Enfin, deux femmes aux robes blanches et aux ceintures rouges sortirent, une torche à la main. À ma plus grande surprise, elles ne firent pas entrer les personnes en tête de file, avancèrent jusqu’à trouver quelqu’un d’autre. Leur choix se porta sur une femme vêtue de rouge, détentrice d’un bracelet d’or qui signifiait son appartenance à l’Assemblée des Cent de Nihos. Au vu de son placement, elle ne devait attendre que depuis quelques minutes. Révoltée par ce traitement de faveur, je ne pus que serrer les poings. Que pouvais-je dire, que pouvais-je faire ?

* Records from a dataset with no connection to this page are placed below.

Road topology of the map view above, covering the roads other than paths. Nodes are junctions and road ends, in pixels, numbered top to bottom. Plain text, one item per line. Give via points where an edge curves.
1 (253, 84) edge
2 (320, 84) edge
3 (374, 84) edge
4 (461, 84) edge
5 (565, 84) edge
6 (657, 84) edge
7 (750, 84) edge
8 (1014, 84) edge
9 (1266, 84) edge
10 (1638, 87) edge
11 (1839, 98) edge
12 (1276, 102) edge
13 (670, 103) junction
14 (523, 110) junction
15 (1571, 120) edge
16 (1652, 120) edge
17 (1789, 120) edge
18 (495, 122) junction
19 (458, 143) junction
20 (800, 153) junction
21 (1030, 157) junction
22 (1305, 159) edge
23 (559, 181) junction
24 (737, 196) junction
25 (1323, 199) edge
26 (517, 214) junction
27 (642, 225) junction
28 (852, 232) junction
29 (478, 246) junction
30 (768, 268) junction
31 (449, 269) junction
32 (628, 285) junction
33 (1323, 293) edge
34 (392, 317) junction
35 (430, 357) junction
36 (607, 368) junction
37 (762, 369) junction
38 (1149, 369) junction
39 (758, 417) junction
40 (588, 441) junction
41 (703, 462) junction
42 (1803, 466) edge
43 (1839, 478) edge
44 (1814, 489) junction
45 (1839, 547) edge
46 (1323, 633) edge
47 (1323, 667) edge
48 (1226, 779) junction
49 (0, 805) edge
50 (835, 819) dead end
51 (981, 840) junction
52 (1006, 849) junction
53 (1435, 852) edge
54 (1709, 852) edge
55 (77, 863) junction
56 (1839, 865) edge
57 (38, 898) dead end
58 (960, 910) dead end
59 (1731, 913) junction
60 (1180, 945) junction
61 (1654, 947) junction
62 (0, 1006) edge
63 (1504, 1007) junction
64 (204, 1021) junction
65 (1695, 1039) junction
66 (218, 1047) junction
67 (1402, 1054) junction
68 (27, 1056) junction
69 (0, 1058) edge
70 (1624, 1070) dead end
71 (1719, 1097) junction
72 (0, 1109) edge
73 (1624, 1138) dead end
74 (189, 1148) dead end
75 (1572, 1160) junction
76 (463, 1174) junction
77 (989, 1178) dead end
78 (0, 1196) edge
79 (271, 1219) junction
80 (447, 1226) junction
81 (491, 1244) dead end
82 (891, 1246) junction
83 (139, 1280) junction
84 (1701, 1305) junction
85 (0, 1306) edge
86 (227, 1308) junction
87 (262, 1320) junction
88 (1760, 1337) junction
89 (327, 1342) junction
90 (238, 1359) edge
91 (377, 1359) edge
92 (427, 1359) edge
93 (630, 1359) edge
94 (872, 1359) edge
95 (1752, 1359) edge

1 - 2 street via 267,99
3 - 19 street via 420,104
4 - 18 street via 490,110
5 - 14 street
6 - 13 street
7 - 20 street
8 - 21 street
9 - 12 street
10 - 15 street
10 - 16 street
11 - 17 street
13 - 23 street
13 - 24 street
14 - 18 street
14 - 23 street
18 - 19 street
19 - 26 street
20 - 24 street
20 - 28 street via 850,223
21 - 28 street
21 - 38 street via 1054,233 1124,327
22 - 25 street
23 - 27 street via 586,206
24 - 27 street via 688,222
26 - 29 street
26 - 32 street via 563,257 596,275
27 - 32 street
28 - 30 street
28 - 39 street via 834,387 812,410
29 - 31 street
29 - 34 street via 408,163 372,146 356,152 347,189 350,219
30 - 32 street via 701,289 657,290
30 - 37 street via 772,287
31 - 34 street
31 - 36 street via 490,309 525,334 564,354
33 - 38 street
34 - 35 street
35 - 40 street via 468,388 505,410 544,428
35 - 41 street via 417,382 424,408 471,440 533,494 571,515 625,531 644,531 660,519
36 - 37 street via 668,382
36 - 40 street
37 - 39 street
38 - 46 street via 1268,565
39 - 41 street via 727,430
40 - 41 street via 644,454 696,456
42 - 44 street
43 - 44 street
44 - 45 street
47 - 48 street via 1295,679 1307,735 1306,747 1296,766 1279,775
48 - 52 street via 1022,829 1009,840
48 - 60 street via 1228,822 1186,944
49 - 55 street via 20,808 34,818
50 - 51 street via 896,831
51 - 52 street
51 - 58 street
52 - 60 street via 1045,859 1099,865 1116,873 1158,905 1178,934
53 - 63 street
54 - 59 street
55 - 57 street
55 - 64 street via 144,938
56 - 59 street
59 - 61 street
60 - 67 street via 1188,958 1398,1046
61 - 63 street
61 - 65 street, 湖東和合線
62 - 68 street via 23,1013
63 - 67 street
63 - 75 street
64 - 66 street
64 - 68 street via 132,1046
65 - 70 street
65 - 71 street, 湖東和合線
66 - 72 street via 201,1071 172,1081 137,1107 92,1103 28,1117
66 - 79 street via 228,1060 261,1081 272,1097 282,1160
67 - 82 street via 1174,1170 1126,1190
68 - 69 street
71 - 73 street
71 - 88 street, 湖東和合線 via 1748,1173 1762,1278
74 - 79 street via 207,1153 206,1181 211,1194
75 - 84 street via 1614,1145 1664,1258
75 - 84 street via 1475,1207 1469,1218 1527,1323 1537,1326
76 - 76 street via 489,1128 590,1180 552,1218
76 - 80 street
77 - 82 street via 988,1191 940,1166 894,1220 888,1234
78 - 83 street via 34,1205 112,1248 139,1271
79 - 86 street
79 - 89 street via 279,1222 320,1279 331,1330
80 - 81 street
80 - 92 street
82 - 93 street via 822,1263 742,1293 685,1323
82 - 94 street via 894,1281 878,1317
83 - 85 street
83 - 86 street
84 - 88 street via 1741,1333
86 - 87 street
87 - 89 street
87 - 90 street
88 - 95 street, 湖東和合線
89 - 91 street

Soudain, l’une des enchanteresses montra Ledia du doigt et sa compagne se rendit jusqu’à nous. Elle baissa la tête pour saluer la dame de Vicène et l’invita à la suivre. Voyant que je venais avec elles, la religieuse me demanda :

— Qu’est-ce que tu fais, petite ?

Ledia me prit la main avant de répondre :

— Sangel est avec moi.

— Dans ce cas…

Ledia salua ses suivantes avant d’emboîter le pas à l’enchanteresse en s’appuyant sur sa canne. La marche jusqu’à la porte fut pénible. Malgré l’obscurité, je devinais les regards hostiles des hommes et femmes qui attendaient ici depuis des heures. Que valaient leurs piécettes de bronze ou d’argent face aux généreuses offrandes des gens de la Haute ? Jamais de ma vie, je ne m’étais sentie aussi peu à ma place. Malgré mon affection pour Ledia, sa gentillesse depuis notre rencontre, je brûlais d’envie de la quitter pour repartir en queue de file. Que penserait Maman Sentia en me voyant prendre ainsi la place due à d’autres personnes ?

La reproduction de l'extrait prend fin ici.